Жали уже научился различать европейцев: до сей поры он, как все азиаты, не видел разницы между каким-нибудь португальцем и шведом. Теперь он мог распознать две-три нации, хотя еще путал англичан с немцами. Он открыл целую иерархию у «чужеземных демонов». В густой толпе оригиналов, составляющей западное общество, он различал теперь и нюансы — национальность и индивидуальность. Чем дальше на запад, тем это было сложнее. Он обнаружил, что французы очень любят женщин. «Когда они разговаривают с женщинами, — говорил он, — их лица делаются улыбчивыми и мягкими». Эти белые гораздо лучше ведут себя дома, нежели на Востоке: здесь они предстают без расовых предрассудков и довольно умными. Рике, молодой писатель-миллионер, считавшийся самым главным в доме Анжели, так хорошо воспитан и так скромен, что никто даже не знает его фамилии. Его можно называть просто Рике и его трудно считать покровителем Анжели, ибо скорее это она оберегает его от великого множества друзей.

Своим неистовством, своим избытком нервной и жизненной энергии здесь надо всем властвует близкий друг Рике — Жан-Клод Поташман. Как — Поташман? Не родственник ли он г-на Иешуа Поташмана из Сити? Да, это его сын, но только он — француз. Неужели этот бледный юноша, пылкий и неуемный, мог произойти от сытого финансиста? Да, по прямой линии. В московских еврейских семьях всегда есть правая и левая сторона, как в Ветхом Завете. Справа — жирный царь, оппортунист и консерватор; слева — пророк, худосочный, непреклонный, который с каждым днем увеличивает тому, первому врагов. Вот такой контраст являло собой и семейство Поташманов. Жан-Клод возглавляет передовой печатный орган, который финансирует Рике: это крайне правый журнал под названием «Бог». По четвергам его редакционный комитет обедает у Анжели в Сен-Клу.

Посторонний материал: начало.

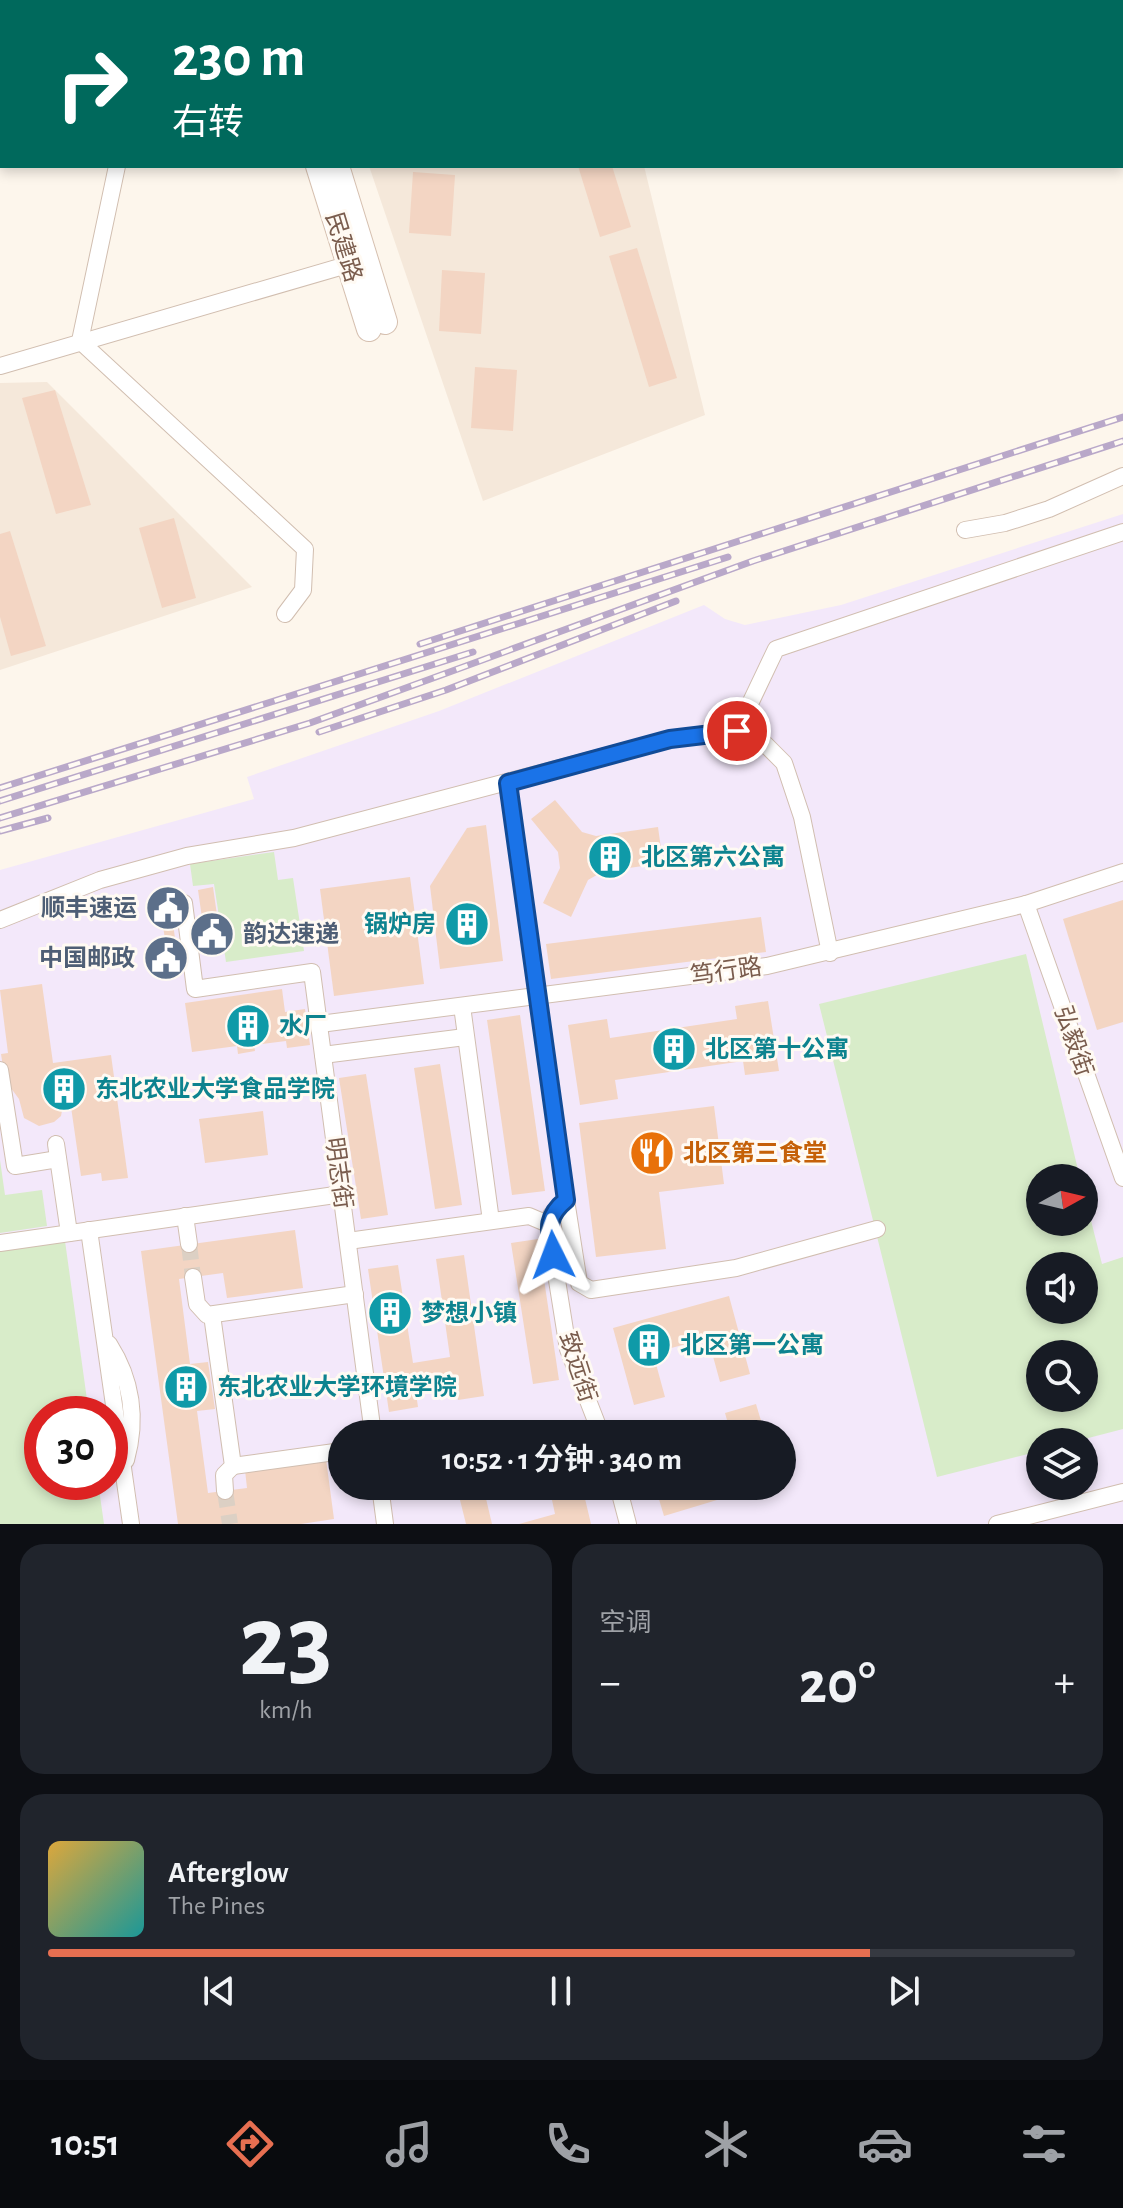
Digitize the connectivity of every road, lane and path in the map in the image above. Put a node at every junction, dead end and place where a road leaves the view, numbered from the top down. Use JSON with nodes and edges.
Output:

«Мы возьмем Бога за горло, — написал однажды Поташман, — и заставим его говорить».

И «Бог» делает это, ежемесячно высказывая свое весьма тенденциозное объяснение Вселенной либо за обеденным столом, либо через печатный орган новоявленного Моисея, у которого прорезались зубки. Поташман, оставив позади неотолистов, занял в католической партии, передовую позицию, при которой он делает ставку одновременно и на Сакрэ-Кер, и на Кремль. Его ум, сочитающий интерес к противоположному лагерю сочетается со страстью к профанации, постоянно стремится спутать все карты, чтобы иметь возможность возобновить игру на лучших условиях. К великому удивлению семинаристов, в своем последнем номере журнал «Бог» воспроизвел фотографии Бога, сделанные Меном Рэем, рядом с фетишами из Верхней Убанги.

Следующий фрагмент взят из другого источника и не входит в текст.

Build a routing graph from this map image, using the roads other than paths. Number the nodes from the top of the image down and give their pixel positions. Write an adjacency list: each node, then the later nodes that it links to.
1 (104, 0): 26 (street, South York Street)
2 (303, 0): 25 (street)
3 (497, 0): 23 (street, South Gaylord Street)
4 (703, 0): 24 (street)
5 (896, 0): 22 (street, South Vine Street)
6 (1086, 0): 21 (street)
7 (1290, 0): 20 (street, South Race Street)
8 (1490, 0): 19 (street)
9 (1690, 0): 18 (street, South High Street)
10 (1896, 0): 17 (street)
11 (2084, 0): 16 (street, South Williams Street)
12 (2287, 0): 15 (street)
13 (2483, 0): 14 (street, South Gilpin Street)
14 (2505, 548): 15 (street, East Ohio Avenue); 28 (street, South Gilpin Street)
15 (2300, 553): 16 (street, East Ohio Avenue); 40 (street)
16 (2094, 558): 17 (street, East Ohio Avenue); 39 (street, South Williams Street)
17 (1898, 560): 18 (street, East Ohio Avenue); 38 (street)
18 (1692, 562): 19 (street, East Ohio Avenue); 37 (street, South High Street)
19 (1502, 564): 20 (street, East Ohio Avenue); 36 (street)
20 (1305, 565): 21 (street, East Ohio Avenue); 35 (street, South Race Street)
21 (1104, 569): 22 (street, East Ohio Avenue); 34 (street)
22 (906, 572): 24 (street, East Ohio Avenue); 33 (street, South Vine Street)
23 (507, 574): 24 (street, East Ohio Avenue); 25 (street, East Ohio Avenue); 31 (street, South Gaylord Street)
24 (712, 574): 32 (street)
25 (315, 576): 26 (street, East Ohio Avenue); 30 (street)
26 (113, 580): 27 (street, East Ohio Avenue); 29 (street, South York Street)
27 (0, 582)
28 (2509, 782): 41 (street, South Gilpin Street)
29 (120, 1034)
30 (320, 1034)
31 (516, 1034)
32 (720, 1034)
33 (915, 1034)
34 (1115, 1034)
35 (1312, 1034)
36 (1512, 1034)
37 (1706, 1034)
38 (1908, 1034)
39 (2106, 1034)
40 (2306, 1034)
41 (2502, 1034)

В воздухе носятся новые истины. Обращение в ошеломляющие веры, гомосексуализм, пропаганда отчаяния, устав «Клуба самоубийц», нацеленного на разведку по ту сторону смерти, возвращение к публичной исповеди, конфессия Катакомб, проекты будущей кампании против дьявола.

Жали привыкает быстро ухватывать чужую мысль и быстро отвечать.

— Ну как, принц, обрели вы, наконец, вашу Нирвану?

— Нет еще, — отвечает Жали. — Я стараюсь заслужить это. Зато я уже знаю, где ее искать.

— Не у Бишара ли? — перебивает Анжель.

— Прикуси язычок, болтушка!

— По крайней мере, сударь, вы ощущаете божество? — настаивает какой-то бойкий пепельно-серый человечек.

— Конечно, недотепа, он его ощущает, — отвечает Поташман. — Наша Азия не может без этого!

— Ха! — вставляет Рике. — Твоя Азия ведет себя, как пожилые дамы после войны: делает короткую стрижку, рвет завещание и начинает ходить на танцы.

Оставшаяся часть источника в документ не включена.